• [Problem requirements]
From the line that includes "ring tip: (96, 218)" to the last line of the records, inclusive, repeat each line exactly.
──────── Exercise materials
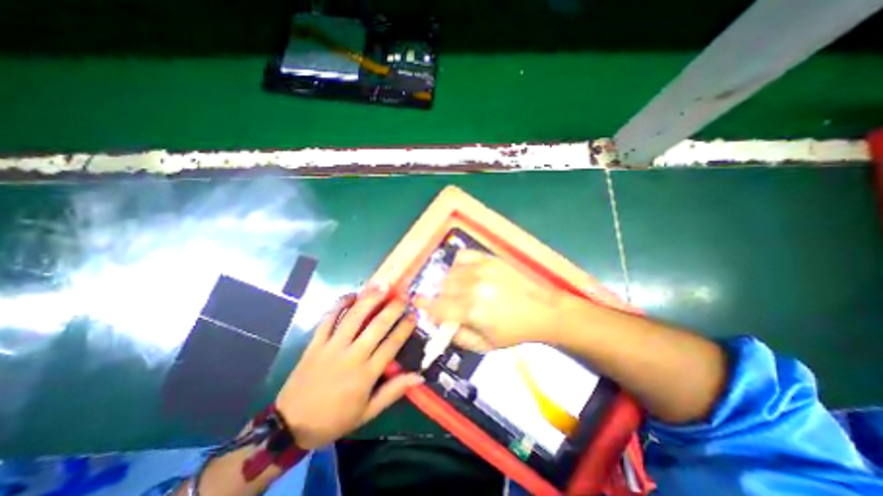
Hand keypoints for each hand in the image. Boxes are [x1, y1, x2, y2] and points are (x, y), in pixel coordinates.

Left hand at [278, 282, 422, 449]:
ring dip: (369, 299)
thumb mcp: (367, 412)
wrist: (289, 426)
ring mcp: (331, 347)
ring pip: (353, 317)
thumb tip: (419, 376)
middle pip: (376, 326)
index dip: (405, 327)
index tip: (414, 314)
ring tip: (382, 285)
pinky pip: (328, 319)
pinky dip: (339, 304)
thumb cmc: (334, 419)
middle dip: (393, 308)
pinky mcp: (315, 343)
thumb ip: (393, 392)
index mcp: (366, 374)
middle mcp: (351, 356)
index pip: (392, 344)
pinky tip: (351, 295)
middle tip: (404, 295)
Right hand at [414, 253, 565, 351]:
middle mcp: (472, 287)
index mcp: (471, 311)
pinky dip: (458, 265)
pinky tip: (464, 273)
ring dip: (448, 283)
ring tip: (458, 290)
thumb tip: (439, 323)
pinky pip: (462, 256)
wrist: (543, 310)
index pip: (437, 306)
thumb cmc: (514, 331)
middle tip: (448, 303)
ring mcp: (481, 269)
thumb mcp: (485, 345)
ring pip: (450, 273)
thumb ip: (457, 336)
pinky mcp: (489, 259)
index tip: (416, 301)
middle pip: (441, 288)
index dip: (424, 304)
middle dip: (440, 297)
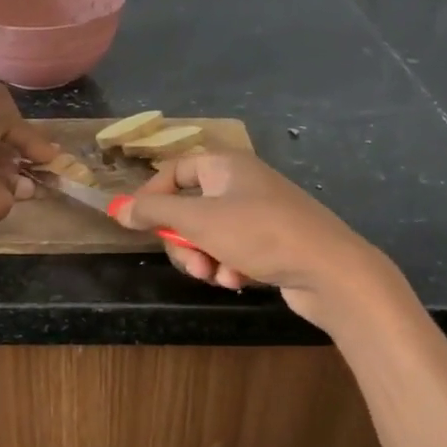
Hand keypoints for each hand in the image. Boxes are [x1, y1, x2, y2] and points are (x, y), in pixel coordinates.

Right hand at [111, 153, 394, 327]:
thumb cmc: (261, 234)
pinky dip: (229, 266)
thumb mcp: (200, 221)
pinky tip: (240, 280)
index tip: (137, 224)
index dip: (152, 196)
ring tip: (219, 275)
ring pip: (208, 235)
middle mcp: (242, 183)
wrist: (331, 270)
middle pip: (189, 209)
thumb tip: (115, 208)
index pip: (175, 171)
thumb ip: (154, 213)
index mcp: (226, 166)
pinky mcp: (271, 242)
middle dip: (184, 241)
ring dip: (206, 258)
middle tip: (192, 263)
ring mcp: (258, 213)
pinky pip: (232, 250)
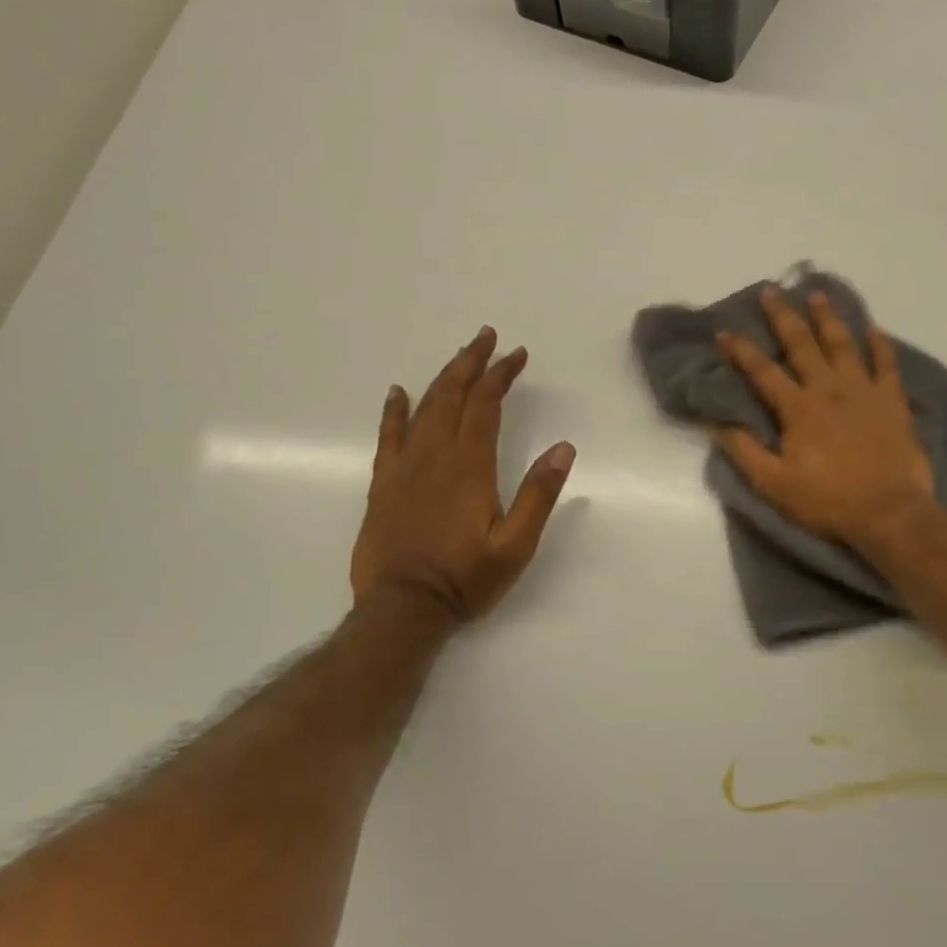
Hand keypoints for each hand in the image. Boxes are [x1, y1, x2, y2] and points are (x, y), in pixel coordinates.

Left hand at [350, 327, 575, 623]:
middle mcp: (435, 456)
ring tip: (460, 355)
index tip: (517, 355)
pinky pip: (388, 436)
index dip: (501, 375)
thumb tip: (563, 448)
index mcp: (470, 466)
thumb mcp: (516, 544)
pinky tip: (398, 392)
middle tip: (487, 337)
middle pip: (453, 395)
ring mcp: (405, 468)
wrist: (402, 609)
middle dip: (472, 363)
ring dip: (443, 377)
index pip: (486, 405)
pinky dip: (395, 410)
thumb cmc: (465, 578)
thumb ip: (539, 494)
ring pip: (423, 408)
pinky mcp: (384, 484)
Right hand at [716, 287, 935, 550]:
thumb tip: (716, 424)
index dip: (741, 351)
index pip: (762, 372)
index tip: (724, 331)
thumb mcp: (775, 485)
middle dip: (783, 316)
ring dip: (828, 318)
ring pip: (843, 344)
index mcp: (798, 409)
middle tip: (771, 290)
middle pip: (802, 344)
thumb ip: (745, 452)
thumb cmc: (828, 501)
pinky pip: (887, 364)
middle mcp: (829, 389)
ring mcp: (864, 391)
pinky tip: (875, 329)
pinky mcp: (893, 401)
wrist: (890, 513)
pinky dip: (881, 345)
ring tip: (818, 295)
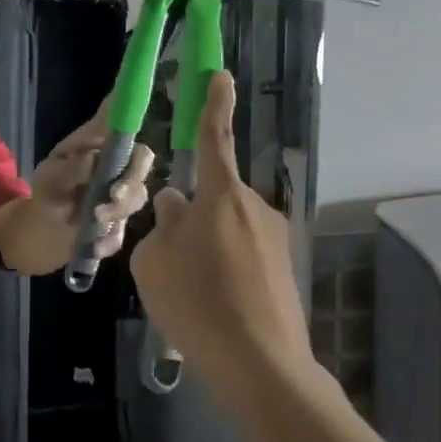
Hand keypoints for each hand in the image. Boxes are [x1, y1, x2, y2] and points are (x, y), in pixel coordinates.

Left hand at [31, 99, 153, 258]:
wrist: (42, 229)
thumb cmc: (48, 190)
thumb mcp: (50, 177)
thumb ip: (71, 168)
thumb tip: (93, 156)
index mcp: (100, 146)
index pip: (123, 126)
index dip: (133, 116)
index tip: (136, 119)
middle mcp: (117, 166)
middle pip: (142, 161)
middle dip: (133, 178)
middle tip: (115, 193)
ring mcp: (122, 195)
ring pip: (138, 197)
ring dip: (120, 209)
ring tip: (96, 218)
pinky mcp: (119, 223)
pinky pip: (124, 230)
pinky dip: (110, 239)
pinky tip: (96, 246)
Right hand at [129, 73, 313, 386]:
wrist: (262, 367)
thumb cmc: (198, 303)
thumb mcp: (155, 262)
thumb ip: (162, 226)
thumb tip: (176, 209)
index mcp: (221, 195)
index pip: (215, 137)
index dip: (214, 104)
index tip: (221, 74)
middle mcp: (254, 208)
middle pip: (213, 197)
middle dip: (190, 217)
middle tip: (170, 262)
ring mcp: (274, 240)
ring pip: (226, 230)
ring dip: (206, 249)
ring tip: (190, 296)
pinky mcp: (284, 270)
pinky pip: (242, 257)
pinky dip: (224, 272)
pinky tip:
────────────────
• [Exercise result]
ring tip: (96, 218)
pinky mcp: (119, 223)
pinky pip: (124, 230)
pinky dip: (110, 239)
pinky tip: (96, 246)
Right hand at [129, 73, 313, 386]:
wrist: (262, 367)
thumb cmc: (198, 303)
thumb mcp: (155, 262)
thumb ip: (162, 226)
thumb tip: (176, 209)
index mcp: (221, 195)
index pip: (215, 137)
index dip: (214, 104)
index tip: (221, 74)
middle mcp: (254, 208)
middle pip: (213, 197)
middle dip: (190, 217)
middle tip: (170, 262)
ring mcp: (274, 240)
ring pip: (226, 230)
ring dip: (206, 249)
ring tip: (190, 296)
pinky mcp: (284, 270)
pinky pip: (242, 257)
pinky dip: (224, 272)
pinky tip:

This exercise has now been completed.